Act as an expert in building capability models using the CMMI framework. You are tasked with creating a 3-level hierarchical capability maturity model. This will require you to iterate through the following instructions like a For Each loop. Given what you know about {{topic}} in the {{vertical}} market, write a list of {{n}} top-level themes that specific capabilities will align to using the CMMI framework. Make them outcome-focused. Make them MECE. Think step by step. Explain step by step. Think of this as a set of column headers in a table. They do not need to be numbered.
Theme output example:
Data Governance: This theme ensures that all data within the organization are managed as valuable resources. It includes outcomes such as effective data policies, data quality standards, metadata management, data privacy, and security.
Data Infrastructure and Technology: This focuses on the technical capabilities required to manage data effectively. Outcomes in this category include the establishment and maintenance of robust, scalable data storage and processing systems, effective data integration solutions, and advanced analytics tools.
Etc.
For each theme you generate, generate a complete list of capabilities that comprehensively cover all aspects of {{theme}} when {{topic}} for {{vertical}} using the Capability Maturity Model Integration (CMMI) framework. The capabilities should be distinct with minimal overlap.
I also want you to create groupings by Strategy, Operations, and Reporting & Analytics - and they should be listed in that order. Do not consider the ‘n’ variable, output a complete set of capabilities. Think of these as row groups that are independent of the themes. Do not actually group the output. Indicate the grouping immediately after the capability name in parentheses. The capability name should be concise, and in bold formatting. Explain each capability step by step. The explanation (not the capability name) should be in the form of "Ability to quickly and accurately <explanation>"
Begin example capability output format for the Data Governance theme example above:
- Data Governance Strategy (Strategy): Ability to quickly and accurately define and implement the bank's data governance strategy. This involves setting the rules and procedures for data management, data quality, and data security, as well as clearly defining roles and responsibilities around data governance.
- Data Governance Policy (Strategy): Ability to quickly and accurately develop, revise, and implement data governance policies. These policies govern the use, collection, storage, and disposal of data in compliance with legal and ethical standards.
- Data Risk Management (Strategy): Ability to quickly and accurately identify and assess risks associated with data management and governance, and develop strategies to mitigate those risks.
- Data Stewardship (Operations): Ability to quickly and accurately designate data stewards who are responsible for enforcing data governance policies and procedures. This involves ensuring that data is properly classified, stored, used, and protected.

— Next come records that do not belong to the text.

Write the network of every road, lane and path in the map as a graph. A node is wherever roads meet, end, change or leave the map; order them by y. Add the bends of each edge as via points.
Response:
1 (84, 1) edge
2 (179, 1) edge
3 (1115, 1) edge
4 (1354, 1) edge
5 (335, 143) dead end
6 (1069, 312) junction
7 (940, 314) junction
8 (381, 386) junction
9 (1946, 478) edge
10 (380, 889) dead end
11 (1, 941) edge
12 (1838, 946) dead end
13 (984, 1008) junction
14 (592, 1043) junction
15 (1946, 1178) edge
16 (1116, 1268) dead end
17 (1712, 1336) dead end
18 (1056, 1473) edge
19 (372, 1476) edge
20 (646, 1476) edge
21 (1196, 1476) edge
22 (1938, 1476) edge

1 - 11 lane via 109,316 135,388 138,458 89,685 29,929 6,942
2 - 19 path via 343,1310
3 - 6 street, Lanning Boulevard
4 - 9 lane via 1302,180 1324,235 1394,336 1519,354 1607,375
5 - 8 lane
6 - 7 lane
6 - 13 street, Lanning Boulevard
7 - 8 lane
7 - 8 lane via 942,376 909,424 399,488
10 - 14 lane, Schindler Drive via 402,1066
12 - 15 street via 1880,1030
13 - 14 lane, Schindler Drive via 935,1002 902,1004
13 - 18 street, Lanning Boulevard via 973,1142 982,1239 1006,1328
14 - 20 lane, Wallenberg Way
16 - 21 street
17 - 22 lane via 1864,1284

- Data Quality Management (Operations): Ability to quickly and accurately maintain high levels of data quality in all systems. This includes regularly reviewing and cleaning data, identifying and fixing issues, and implementing quality control processes.
- Data Lifecycle Management (Operations): Ability to quickly and accurately manage the lifecycle of data from creation or collection to disposal. This includes processes for data storage, archiving, and deletion, in line with data governance policies.
- Data Security and Compliance (Operations): Ability to quickly and accurately manage data security and compliance. This includes processes for access control, data protection, and adherence to data privacy laws and regulations.
- Data Reporting (Reporting & Analytics): Ability to quickly and accurately generate reports based on the bank's data. This involves accessing and analyzing data to produce insights that support decision-making.
- Data Analysis and Insight Generation (Reporting & Analytics): Ability to quickly and accurately analyze data to generate insights. This includes identifying patterns and trends in the data that can inform strategic and operational decisions.
- Data Governance Performance Monitoring (Reporting & Analytics): Ability to quickly and accurately monitor and report on the performance of data governance processes. This involves regularly reviewing data quality, data security, and compliance metrics, and making improvements where necessary.
End Example Capabilities
Generate results in a nested ordered list beneath the respective theme. Always output in markdown.
For each capability you generate, generate 5 capability maturity levels for {{capability}} within the {{vertical}} market with regard to {{topic}} in the context of {{theme}}. Give each capability name meaning beyond words like "Initial", "Ad Hoc", or "Quantitatively Managed". Explain each capability with concise language that is common in this activity that focuses on what must be accomplished to successfully achieve each level. Place a dash between the maturity level name and the explanation. Make the maturity level name bold. Include an example as a closing sentence. Output as a nested ordered list beneath each capability. Use the Capability Maturity Model Integration (CMMI) framework for the levels.
Here is an example for the media and entertainment vertical, on the topic of creating a personalized streaming experience for the capability of data storage and management. This is exactly the output I expect from you. Note: the example is always in italics.
Begin maturity example:
- Basic Data Storage - The first level of data storage and management capability involves setting up a centralized data repository, such as a relational database, to store and manage essential user data, including demographic information, content preferences, and browsing history. This provides media companies with a foundation for data-driven decision-making and platform improvements. Example: A media platform uses a relational database to store user profile data and content consumption history.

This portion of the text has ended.